22.1: Notice and Wonder: Clustering

What do you Notice? What do you Wonder?
Four scatterplots.

22.2: Scatter Plot City

Your teacher will give you a set of cards. Each card shows a scatter plot.

  1. Sort the cards into categories and describe each category.
  2. Explain the reasoning behind your categories to your partner. Listen to your partner’s reasoning for their categories.
  3. Sort the cards into two categories: positive associations and negative associations. Compare your sorting with your partner’s and discuss any disagreements.
  4. Sort the cards into two categories: linear associations and non-linear associations. Compare your sorting with your partner’s and discuss any disagreements.

22.3: Animal Brains

Is there an association between the weight of an animal’s body and the weight of the animal’s brain?

animal body weight (kg) brain weight (g)
cow 465 423
grey wolf 36 120
goat 28 115
donkey 187 419
horse 521 655
potar monkey 10 115
cat 3 26
giraffe 529 680
gorilla 207 406
human 62 1320
rhesus monkey 7 179
kangaroo 35 56
sheep 56 175
jaguar 100 157
chimpanzee 52 440
pig 192 180

Use the data to make a scatter plot.  Are there any outliers?

Experiment with the line to fit the data. Drag the points to move the line. You can close the expressions list by clicking on the double arrow.

  1. Without including any outliers, does there appear to be an association between body weight and brain weight? Describe the association in a sentence.
  2. Adjust the line by moving the green points, fitting the line to your scatter plot, and estimate its slope. What does this slope mean in the context of brain and body weight?
  3. Does the fitted line help you identify any other outliers?

Use one of the suggestions or find another set of data that interested you to look for associations between the variables.

  • Number of wins vs number of points per game for your favorite sports team in different seasons
  • Amount of money grossed vs critic rating for your favorite movies
  • Price of a ticket vs stadium capacity for popular bands on tour

After you have collected the data,

  1. Create a scatter plot for the data.
  2. Are any of the points very far away from the rest of the data?
  3. Would a linear model fit the data in your scatter plot? If so, draw it. If not, explain why a line would be a bad fit.
  4. Is there an association between the two variables? Explain your reasoning.


Sometimes a scatter plot shows an association that is not linear:

Scatterplot, x, 0 to 12 by 3, y, 0 to 30 by 6. Points begin near 1 comma 24 and trend down and to the right until about 6 comma 2, and then trend up and to the right to about 11 comma 25.

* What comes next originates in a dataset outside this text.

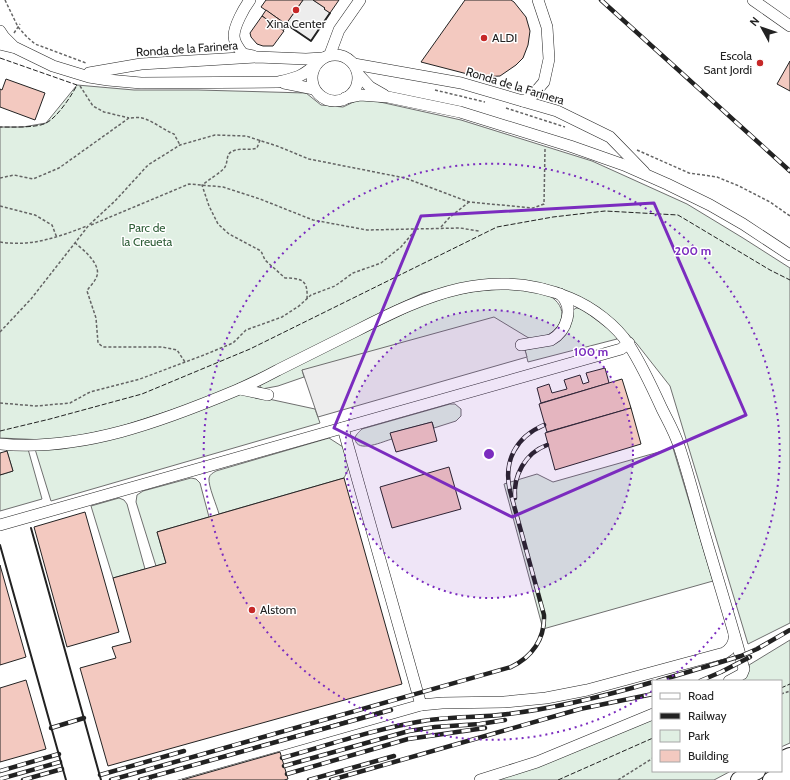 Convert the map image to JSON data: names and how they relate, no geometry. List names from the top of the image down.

We call such an association a non-linear association. In later grades, you will study equations that can be models for non-linear associations.

Sometimes in a scatter plot we can see separate groups of points.

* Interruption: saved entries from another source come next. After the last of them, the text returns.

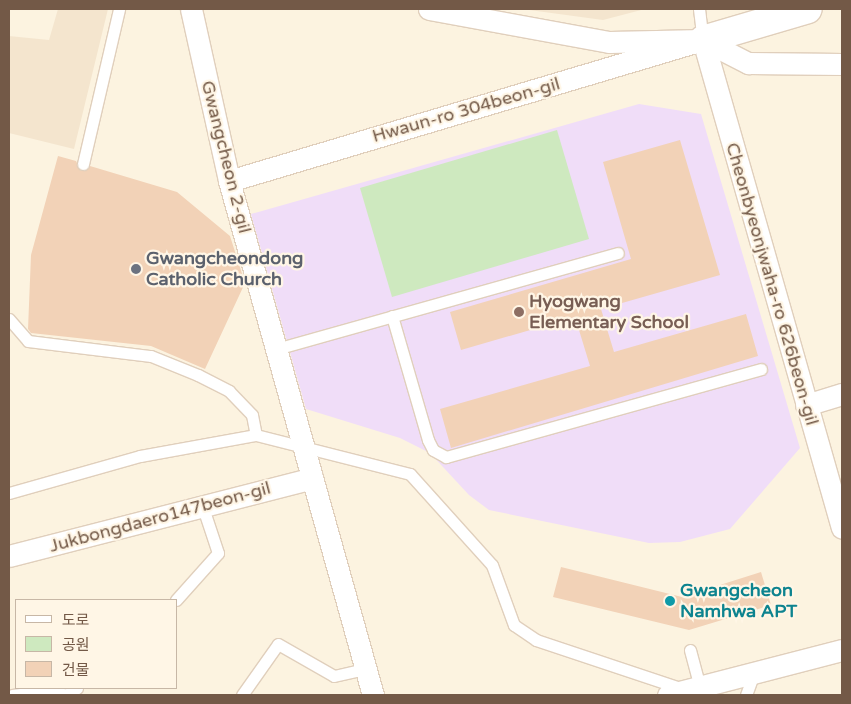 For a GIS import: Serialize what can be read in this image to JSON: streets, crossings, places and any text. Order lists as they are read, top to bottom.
{
  "streets": {
    "street": [
      "Hwaun-ro 304beon-gil",
      "Gwangcheon 2-gil",
      "Cheonbyeonjwaha-ro 626beon-gil",
      "Jukbongdaero147beon-gil"
    ]
  },
  "crossings": [
    ["Hwaun-ro 304beon-gil", "Gwangcheon 2-gil"],
    ["Hwaun-ro 304beon-gil", "Cheonbyeonjwaha-ro 626beon-gil"],
    ["Gwangcheon 2-gil", "Jukbongdaero147beon-gil"]
  ],
  "places": ["Gwangcheondong Catholic Church", "Hyogwang Elementary School", "Gwangcheon Namhwa APT"],
  "legend": ["도로", "공원", "건물"]
} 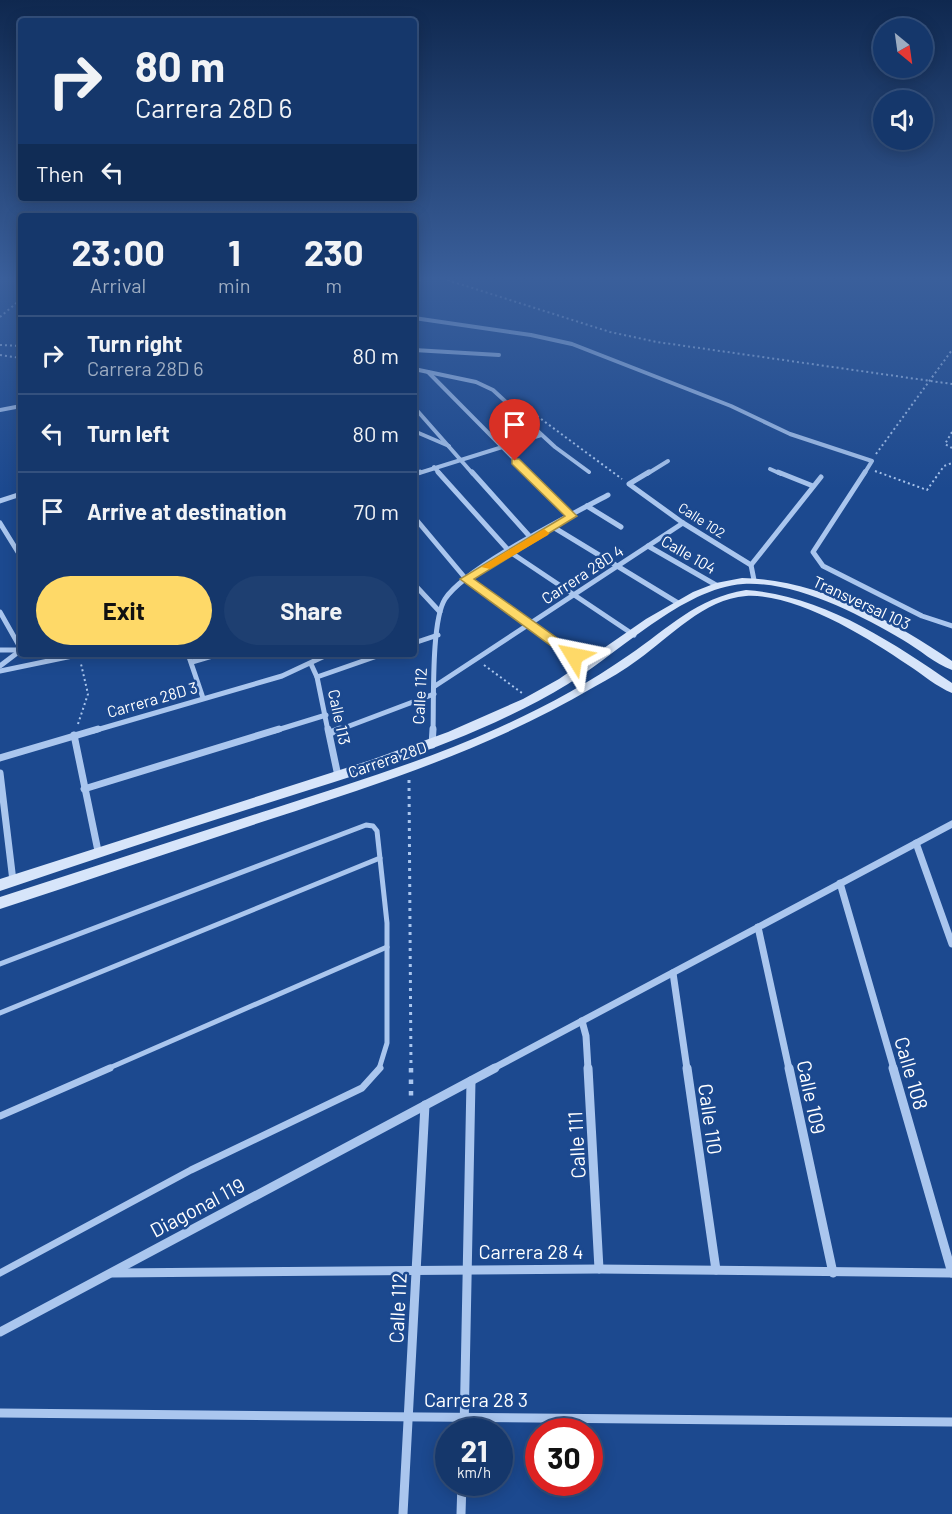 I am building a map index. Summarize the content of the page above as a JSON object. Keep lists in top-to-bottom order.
{
  "streets": {
    "street": [
      "Calle 102",
      "Calle 104",
      "Carrera 28D 4",
      "Transversal 103",
      "Calle 112",
      "Carrera 28D 3",
      "Calle 113",
      "Carrera 28D",
      "Calle 108",
      "Calle 109",
      "Calle 110",
      "Calle 111",
      "Diagonal 119",
      "Carrera 28 4",
      "Carrera 28 3"
    ]
  },
  "crossings": [
    ["Calle 102", "Carrera 28D 4"],
    ["Calle 104", "Carrera 28D 4"],
    ["Calle 104", "Carrera 28D"],
    ["Carrera 28D 4", "Calle 112"],
    ["Transversal 103", "Carrera 28D"],
    ["Calle 112", "Carrera 28D"],
    ["Calle 112", "Diagonal 119"],
    ["Calle 112", "Carrera 28 4"],
    ["Calle 112", "Carrera 28 3"],
    ["Carrera 28D 3", "Calle 113"],
    ["Calle 113", "Carrera 28D"],
    ["Calle 108", "Diagonal 119"],
    ["Calle 108", "Carrera 28 4"],
    ["Calle 109", "Diagonal 119"],
    ["Calle 109", "Carrera 28 4"],
    ["Calle 110", "Diagonal 119"],
    ["Calle 110", "Carrera 28 4"],
    ["Calle 111", "Diagonal 119"],
    ["Calle 111", "Carrera 28 4"],
    ["Diagonal 119", "Carrera 28 4"]
  ],
  "north": "bottom right",
  "page": {
    "turn": ["80 m", "Carrera 28D 6"],
    "then": "Then",
    "eta": [
      "23:00",
      "Arrival",
      "1",
      "min",
      "230",
      "m"
    ],
    "list": [
      {
        "name": "Turn right",
        "note": "Carrera 28D 6",
        "value": "80 m"
      },
      {
        "name": "Turn left",
        "value": "80 m"
      },
      {
        "name": "Arrive at destination",
        "value": "70 m"
      }
    ],
    "buttons": ["Exit", "Share"],
    "speed": "21 km/h",
    "limit": "30"
  }
}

A scatterplot with two groups of points.  

We call these groups clusters.

People often collect data in two variables to investigate possible associations between two numerical variables and use the connections that they find to predict more values of the variables. Data analysis usually follows these steps:

  1. Collect data.
  2. Organize and represent the data, and look for an association.
  3. Identify any outliers and try to explain why these data points are exceptions to the trend that describes the association.
  4. Find n equation that fits the data well.

Although computational systems can help with data analysis by graphing the data, finding an equation that might fit the data, and using that equation to make predictions, it is important to understand the process and think about what is happening. A computational system may find an equation that does not make sense or use a line when the situation suggests that a different model would be more appropriate.

Glossary Entries

  • negative association

    A negative association is a relationship between two quantities where one tends to decrease as the other increases. In a scatter plot, the data points tend to cluster around a line with negative slope.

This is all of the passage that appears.